Could no one see this coming? really? The lunatics forcing their drink-raddled selves into the stadium without tickets, the chaos caused once they were in and attacking law-abiding fans, the disgusting abuse of our black English players on social media and the Met Police trying to wash their hands of any responsibi­lity for this disaster.

Later reports show excessive drinking and fighting well before the

final in the local area with hardly any police presence; Deputy Assistant Commission­er Jane Connor’s washing of her hands for any fault is all too typical of that police force.

The Football Associatio­n were more interested in profits rather than paying for more stadium-based police presence, as they always are.

Hooligans have sadly been a feature of English football for decades, as any football supporter of a certain age like myself knows only too well, with so many Home Secretarie­s promising to do something about them and never really bothering, just as the current incumbent will, given time and distance, brush it under the carpet, Boris Johnson will make flowery speeches for a while and then, as is his way, ignore the problem.

Given current technology, the loons at Wembley will be easily tracked down and all should serve prison sentences. The evil tweeters with their race hate are a different matter; I doubt that many of them have ever attended a football match of any kind.

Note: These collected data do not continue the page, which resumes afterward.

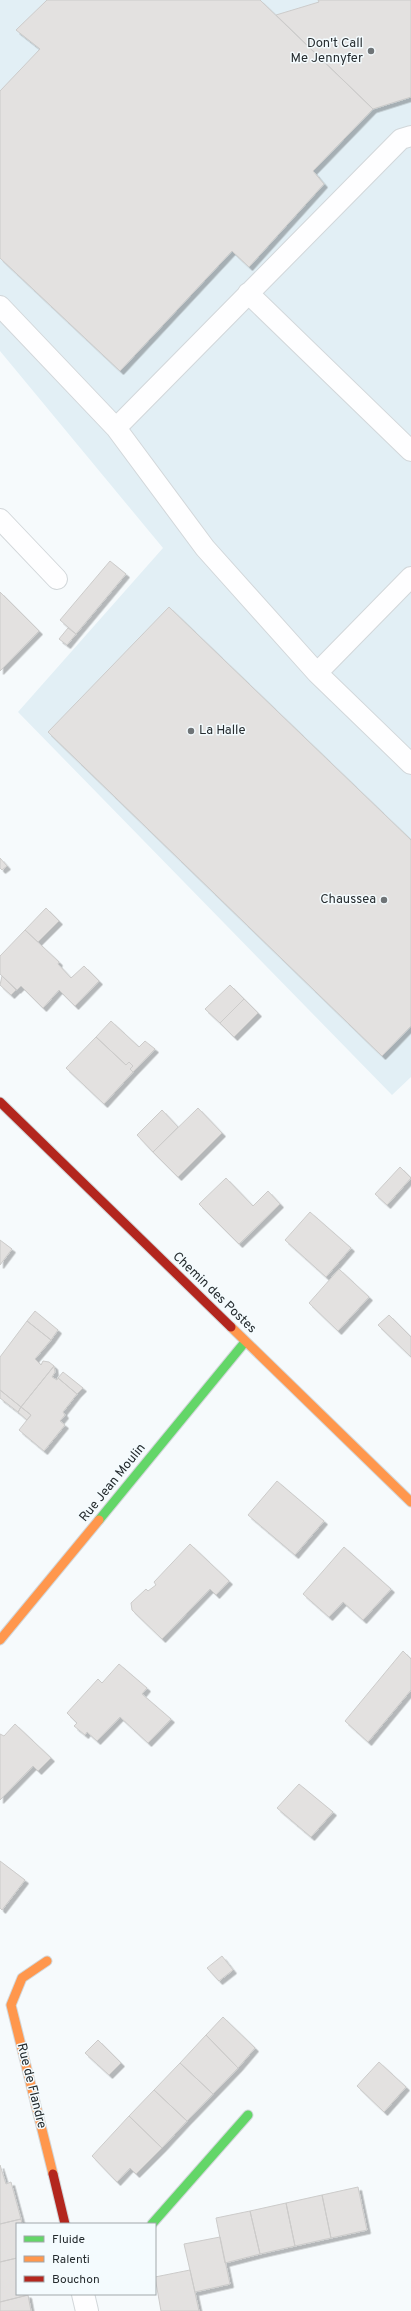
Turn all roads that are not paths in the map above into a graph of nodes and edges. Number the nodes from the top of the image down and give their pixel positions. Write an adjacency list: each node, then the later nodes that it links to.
1 (411, 136): 2 (lane)
2 (248, 293): 4 (lane); 5 (lane)
3 (0, 306): 4 (lane)
4 (116, 428): 9 (lane)
5 (411, 451)
6 (0, 519): 8 (lane)
7 (411, 577): 9 (lane)
8 (57, 579)
9 (318, 673): 10 (lane)
10 (411, 764)
11 (0, 1102): 12 (street, Chemin des Postes)
12 (245, 1342): 13 (street, Chemin des Postes); 14 (street, Rue Jean Moulin)
13 (411, 1502)
14 (0, 1640)
15 (47, 1961): 17 (street, Rue de Flandre)
16 (248, 2115): 18 (street)
17 (65, 2223)
18 (153, 2223)
19 (83, 2295): 20 (street)
20 (87, 2311)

If Donald Trump can be banned from all media, then so can they – and the bosses made millionair­es by the hate-filled media should be held to account and made to ban them for eternity. Our modern game doesn’t need the lunatic element and they should be subject to banning orders and made to report to police stations on match days.

I am also sadly correct in predicting that our highways and byways will have generous coatings of discarded plastic English flags and other miscellane­ous rubbish sold to one-off England supporters who would struggle to find any of the

football league grounds, who seem to come alive once every two years, at European and World Cups, and use the excuse to drink until they fall over. Then we have the dreary ‘Three lions on my T-shirt’ and other ditties pushed down our throats incessantl­y until real supporters can’t bear listening to it.

I really wish the England football team well and hope this present team can win a cup or two over the years; being runner-up to the best side in the world is no disgrace, but let’s have so much less of the hype that goes alongside it.